1 Respiratory system: Anatomy and function

anatomy of the nasal cavity

Air flows through the ventral, middle, and dorsal meatuses (which are separated by the nasal tissue of the ventral and dorsal conchae/turbinates). Air continues past the ethmoid conchae in the caudal nasal cavity, then through the choanae into the nasopharynx.

Particles impact on the mucosa of the nasal turbinates, and mucociliary clearance propels trapped particles to the nasopharynx where they are swallowed.

Olfactory epithelium is present in the caudal nasal cavity, and olfactory nerves penetrate the cribriform plate before entering the olfactory lobe of the brain. Note the close association of ethmoid turbinates and brain, so that nasal neoplasia or fungal infections may induce neurologic disease by local invasion, and viruses may gain access to the brain via the olfactory nerves.

Question:

Figure: Normal nasal anatomy in a cow (top) and Yorkshire terrier dog (bottom). Identify the nasal meatuses, dorsal, middle, & ventral concha (turbinates), ethmoid conchae, nasopharynx, and the thin cribriform plate separating the nasal cavity from the olfactory lobe of the brain. (Answers are provided at the end of the chapter).
Figure: Left: respiratory epithelium with ciliated epithelial cells (CE) at the surface, and seromucinous nasal glands (NG) in the lamina propria. Right: olfactory epithelium (OE) with non-ciliated epithelium (bipolar, sustentacular, and basal cells), Bowman’s glands (BG), and olfactory nerve (ON).

 

Airways

The epithelium of the trachea and bronchi consists mainly of pseudostratified ciliated epithelium.
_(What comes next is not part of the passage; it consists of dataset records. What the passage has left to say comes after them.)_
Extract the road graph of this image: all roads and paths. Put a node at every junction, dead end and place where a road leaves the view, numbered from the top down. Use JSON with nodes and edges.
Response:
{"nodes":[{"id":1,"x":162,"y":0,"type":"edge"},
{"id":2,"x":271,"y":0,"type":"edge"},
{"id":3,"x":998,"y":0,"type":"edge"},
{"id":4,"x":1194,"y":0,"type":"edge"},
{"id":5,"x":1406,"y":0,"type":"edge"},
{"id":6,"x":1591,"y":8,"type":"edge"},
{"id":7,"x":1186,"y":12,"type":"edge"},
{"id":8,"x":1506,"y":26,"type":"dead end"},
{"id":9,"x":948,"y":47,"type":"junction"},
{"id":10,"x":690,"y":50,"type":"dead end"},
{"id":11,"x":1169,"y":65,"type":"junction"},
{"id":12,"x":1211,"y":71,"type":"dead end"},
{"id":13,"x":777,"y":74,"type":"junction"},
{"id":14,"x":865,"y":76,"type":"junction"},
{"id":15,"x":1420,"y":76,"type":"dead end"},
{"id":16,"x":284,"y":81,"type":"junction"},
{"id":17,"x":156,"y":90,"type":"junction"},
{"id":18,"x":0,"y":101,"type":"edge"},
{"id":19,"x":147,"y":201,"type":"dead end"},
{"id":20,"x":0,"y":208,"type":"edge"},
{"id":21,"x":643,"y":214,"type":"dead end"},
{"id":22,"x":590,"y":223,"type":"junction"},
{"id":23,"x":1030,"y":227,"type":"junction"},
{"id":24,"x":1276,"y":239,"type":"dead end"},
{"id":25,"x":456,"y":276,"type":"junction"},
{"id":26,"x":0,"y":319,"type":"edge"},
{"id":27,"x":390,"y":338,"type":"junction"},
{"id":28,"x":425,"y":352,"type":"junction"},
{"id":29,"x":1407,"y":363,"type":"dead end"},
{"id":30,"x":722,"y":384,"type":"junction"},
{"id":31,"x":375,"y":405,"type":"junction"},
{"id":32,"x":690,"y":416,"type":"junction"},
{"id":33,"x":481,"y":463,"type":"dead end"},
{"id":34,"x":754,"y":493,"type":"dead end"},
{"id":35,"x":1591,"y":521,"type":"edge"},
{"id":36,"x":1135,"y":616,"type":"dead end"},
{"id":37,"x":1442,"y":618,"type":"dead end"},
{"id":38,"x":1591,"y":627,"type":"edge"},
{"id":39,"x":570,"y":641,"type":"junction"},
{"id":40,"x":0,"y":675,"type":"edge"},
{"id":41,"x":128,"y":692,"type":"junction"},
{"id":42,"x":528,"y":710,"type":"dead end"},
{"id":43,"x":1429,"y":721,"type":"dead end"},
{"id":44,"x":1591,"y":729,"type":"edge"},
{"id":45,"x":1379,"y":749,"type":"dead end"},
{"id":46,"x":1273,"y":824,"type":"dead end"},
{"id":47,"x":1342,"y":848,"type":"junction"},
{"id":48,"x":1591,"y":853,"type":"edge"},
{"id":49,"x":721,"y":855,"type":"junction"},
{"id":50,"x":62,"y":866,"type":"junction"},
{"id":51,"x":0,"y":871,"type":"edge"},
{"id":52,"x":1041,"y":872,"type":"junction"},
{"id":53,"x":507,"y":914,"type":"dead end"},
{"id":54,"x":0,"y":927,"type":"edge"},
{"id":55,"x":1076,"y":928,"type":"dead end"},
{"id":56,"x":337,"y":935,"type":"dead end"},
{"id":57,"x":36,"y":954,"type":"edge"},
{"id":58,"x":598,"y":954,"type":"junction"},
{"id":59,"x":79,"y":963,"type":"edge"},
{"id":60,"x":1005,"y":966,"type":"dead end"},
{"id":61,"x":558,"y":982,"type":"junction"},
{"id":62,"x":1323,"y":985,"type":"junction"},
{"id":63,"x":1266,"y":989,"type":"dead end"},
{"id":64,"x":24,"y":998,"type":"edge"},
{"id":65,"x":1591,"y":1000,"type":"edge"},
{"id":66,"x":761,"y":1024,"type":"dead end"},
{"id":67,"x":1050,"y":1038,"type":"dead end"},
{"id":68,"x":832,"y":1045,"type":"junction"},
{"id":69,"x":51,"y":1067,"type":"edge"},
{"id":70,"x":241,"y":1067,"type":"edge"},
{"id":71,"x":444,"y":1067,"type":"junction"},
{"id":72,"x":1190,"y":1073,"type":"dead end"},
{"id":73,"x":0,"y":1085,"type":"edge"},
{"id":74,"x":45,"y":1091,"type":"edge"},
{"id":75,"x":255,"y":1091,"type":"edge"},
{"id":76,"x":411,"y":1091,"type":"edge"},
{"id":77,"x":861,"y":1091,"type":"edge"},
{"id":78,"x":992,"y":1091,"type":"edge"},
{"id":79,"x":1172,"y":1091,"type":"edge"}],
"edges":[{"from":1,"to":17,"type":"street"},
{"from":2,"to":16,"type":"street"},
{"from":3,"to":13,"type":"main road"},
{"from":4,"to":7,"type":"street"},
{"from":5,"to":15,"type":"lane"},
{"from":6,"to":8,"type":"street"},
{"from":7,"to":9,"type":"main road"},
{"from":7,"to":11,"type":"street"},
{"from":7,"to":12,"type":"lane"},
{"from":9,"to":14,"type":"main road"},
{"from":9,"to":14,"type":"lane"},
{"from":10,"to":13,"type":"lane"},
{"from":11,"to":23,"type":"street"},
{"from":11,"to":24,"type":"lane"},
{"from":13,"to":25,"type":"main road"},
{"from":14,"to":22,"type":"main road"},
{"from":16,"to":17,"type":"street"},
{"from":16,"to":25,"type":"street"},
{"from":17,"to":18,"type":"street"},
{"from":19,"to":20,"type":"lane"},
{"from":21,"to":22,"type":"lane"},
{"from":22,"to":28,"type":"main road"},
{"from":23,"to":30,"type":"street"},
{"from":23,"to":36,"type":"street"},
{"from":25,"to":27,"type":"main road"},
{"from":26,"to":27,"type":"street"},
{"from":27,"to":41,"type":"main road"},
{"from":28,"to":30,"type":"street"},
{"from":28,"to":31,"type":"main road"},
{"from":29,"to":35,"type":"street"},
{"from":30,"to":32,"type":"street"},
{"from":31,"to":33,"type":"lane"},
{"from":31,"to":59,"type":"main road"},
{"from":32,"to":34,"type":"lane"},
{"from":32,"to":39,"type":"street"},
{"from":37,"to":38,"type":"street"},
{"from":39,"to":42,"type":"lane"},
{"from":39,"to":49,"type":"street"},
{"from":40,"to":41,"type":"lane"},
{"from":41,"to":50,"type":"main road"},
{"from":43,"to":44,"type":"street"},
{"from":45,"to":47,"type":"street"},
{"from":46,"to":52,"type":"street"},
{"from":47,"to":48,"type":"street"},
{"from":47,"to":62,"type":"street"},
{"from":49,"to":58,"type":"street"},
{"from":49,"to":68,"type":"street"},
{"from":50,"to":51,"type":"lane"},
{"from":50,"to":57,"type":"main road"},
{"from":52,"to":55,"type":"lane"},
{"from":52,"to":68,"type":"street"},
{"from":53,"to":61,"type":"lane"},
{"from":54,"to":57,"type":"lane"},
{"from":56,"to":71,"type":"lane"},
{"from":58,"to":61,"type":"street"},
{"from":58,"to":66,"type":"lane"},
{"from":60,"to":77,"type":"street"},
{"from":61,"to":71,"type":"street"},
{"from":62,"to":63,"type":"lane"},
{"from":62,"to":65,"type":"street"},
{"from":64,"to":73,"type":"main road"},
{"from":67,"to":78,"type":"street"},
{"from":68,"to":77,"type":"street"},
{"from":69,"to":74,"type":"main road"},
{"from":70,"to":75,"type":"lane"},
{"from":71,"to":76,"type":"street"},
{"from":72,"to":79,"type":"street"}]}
Cilia move at about 20 beats per second, propelling the mucus blanket toward the nasopharynx.

Non-ciliated cells (named “club cells”) become more numerous in the smaller airways, and outnumber ciliated cells in the small bronchioles. These are the progenitor cells to replace damaged ciliated epithelium, they metabolize and detoxify chemicals and drugs in some species, and secrete proteins that help to regulate the inflammatory response.

Mucus lining the large airways is produced by goblet cells in the surface epithelium, and mucosal glands in trachea & bronchi. Mucus-secreting cells are absent from the smaller bronchioles. In addition to secreting mucus, these cells produce proteins that defend the airways against infection: lysozyme, defensins, cathelicidins, and others.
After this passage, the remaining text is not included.